* _Your assignment_: Show every line of the data where the word "Annotation" can be found.

--- Materials provided ---

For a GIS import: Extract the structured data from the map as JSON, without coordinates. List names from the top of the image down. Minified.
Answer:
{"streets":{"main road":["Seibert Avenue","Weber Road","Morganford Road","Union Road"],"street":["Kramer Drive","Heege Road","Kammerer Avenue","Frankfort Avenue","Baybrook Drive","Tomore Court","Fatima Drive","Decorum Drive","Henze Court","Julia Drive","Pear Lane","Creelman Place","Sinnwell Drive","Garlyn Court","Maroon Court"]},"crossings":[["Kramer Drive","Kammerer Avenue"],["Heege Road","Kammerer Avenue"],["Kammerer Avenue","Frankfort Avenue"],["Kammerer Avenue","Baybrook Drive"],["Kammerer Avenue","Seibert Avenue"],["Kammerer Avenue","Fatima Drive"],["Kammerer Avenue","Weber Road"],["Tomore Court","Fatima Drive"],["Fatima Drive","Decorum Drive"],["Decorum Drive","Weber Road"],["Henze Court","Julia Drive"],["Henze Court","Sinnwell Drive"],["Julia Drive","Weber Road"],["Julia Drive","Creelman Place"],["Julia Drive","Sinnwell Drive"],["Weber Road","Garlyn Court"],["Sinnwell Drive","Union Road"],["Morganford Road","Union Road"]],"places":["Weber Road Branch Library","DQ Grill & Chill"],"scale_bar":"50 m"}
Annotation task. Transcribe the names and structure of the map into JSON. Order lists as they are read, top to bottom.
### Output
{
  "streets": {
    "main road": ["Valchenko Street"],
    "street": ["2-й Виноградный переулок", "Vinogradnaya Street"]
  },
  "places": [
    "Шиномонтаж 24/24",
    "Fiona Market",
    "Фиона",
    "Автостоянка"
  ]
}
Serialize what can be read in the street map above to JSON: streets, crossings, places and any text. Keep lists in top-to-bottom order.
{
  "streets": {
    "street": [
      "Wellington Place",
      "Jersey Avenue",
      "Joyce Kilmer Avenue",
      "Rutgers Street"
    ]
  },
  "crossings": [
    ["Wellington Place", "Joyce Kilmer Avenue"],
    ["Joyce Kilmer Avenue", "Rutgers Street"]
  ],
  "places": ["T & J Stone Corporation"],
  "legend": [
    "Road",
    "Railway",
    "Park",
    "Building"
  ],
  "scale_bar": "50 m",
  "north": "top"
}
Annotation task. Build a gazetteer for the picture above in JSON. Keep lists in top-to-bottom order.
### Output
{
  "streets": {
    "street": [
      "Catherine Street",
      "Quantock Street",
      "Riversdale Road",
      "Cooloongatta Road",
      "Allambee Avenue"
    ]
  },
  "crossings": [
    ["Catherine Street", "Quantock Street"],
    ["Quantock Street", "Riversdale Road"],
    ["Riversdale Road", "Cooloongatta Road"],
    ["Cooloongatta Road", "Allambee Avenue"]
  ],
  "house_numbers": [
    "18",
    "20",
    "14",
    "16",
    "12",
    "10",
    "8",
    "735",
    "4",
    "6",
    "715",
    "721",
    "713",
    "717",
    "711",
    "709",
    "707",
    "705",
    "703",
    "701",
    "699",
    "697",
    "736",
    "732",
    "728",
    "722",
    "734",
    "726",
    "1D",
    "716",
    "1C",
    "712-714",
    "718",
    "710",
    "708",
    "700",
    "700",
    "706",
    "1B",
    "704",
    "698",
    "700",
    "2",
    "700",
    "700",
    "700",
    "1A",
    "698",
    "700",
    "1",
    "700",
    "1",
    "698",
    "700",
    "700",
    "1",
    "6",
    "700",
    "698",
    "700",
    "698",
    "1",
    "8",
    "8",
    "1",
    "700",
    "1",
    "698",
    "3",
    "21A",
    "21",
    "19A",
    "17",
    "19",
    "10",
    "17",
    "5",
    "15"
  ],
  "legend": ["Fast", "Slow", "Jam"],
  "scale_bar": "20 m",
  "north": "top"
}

---

* _Answer box_:
Annotation task. Transcribe the names and structure of the map into JSON. Order lists as they are read, top to bottom.
Annotation task. Build a gazetteer for the picture above in JSON. Keep lists in top-to-bottom order.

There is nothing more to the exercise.